Robin Hall and his team opened up the Mika office and workshop premises when I visited to test the Meon recently. Hall is a design engineer by trade. His company, Hall Engineering and Design, has been built on computer-aided design, which he does for all manner of clients.
He has a 3D printer in his office kitchen for producing prototype parts and a 3D scanner for the reverse engineering of existing ones. So there’s nothing antiquated, backwards or even particularly ordinary about this clean-sheet electric beach buggy design.
“Typically, the makers of niche sports cars like ours rely on a lot of parts bin components,” Hall told me.
“We’ve taken some off the shelf for the Meon, where that makes sense [ball joints, bushings and minor cabin components, for example]. But where we can get an advantage by designing our own parts – making them ourselves too, often – we will. That way, we needn’t adapt one part in order to squeeze in another; we get exactly what we want.”

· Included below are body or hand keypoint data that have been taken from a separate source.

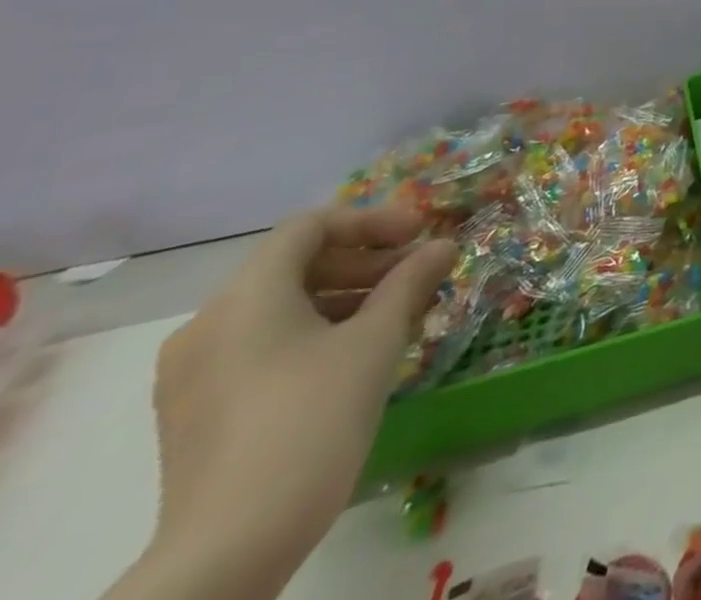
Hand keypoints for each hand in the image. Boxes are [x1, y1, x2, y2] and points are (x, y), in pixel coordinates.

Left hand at [117, 206, 454, 599]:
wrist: (230, 548)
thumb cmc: (311, 421)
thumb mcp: (376, 342)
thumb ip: (410, 282)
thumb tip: (442, 245)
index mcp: (245, 298)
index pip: (310, 227)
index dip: (371, 220)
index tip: (420, 234)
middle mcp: (206, 325)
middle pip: (292, 265)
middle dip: (362, 261)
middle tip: (416, 275)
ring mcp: (191, 374)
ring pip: (278, 307)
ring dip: (343, 297)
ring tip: (395, 316)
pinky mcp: (194, 412)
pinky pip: (260, 345)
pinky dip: (312, 332)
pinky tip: (352, 357)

The Meon’s brake calipers, for instance, are of Hall’s own design, machined from billet on site. Its front hub carriers are likewise proprietary, giving Hall ultimate control of attachment points and front-axle geometry (he previously designed the front hubs for the R50-generation Mini hatchback).
Hall is the kind of person who takes Henry Royce’s old maxim of “take the best that exists and make it better; if it does not exist, design it” rather seriously.
Mika’s chief technician, Dave Watt, showed me how the Meon’s chassis and axles come together. Lengths of tube- and box-section steel come in one door, finished chassis eventually go out of another and a lot of cutting, bending, bolting and welding of metal – much of it done by hand – goes on in between.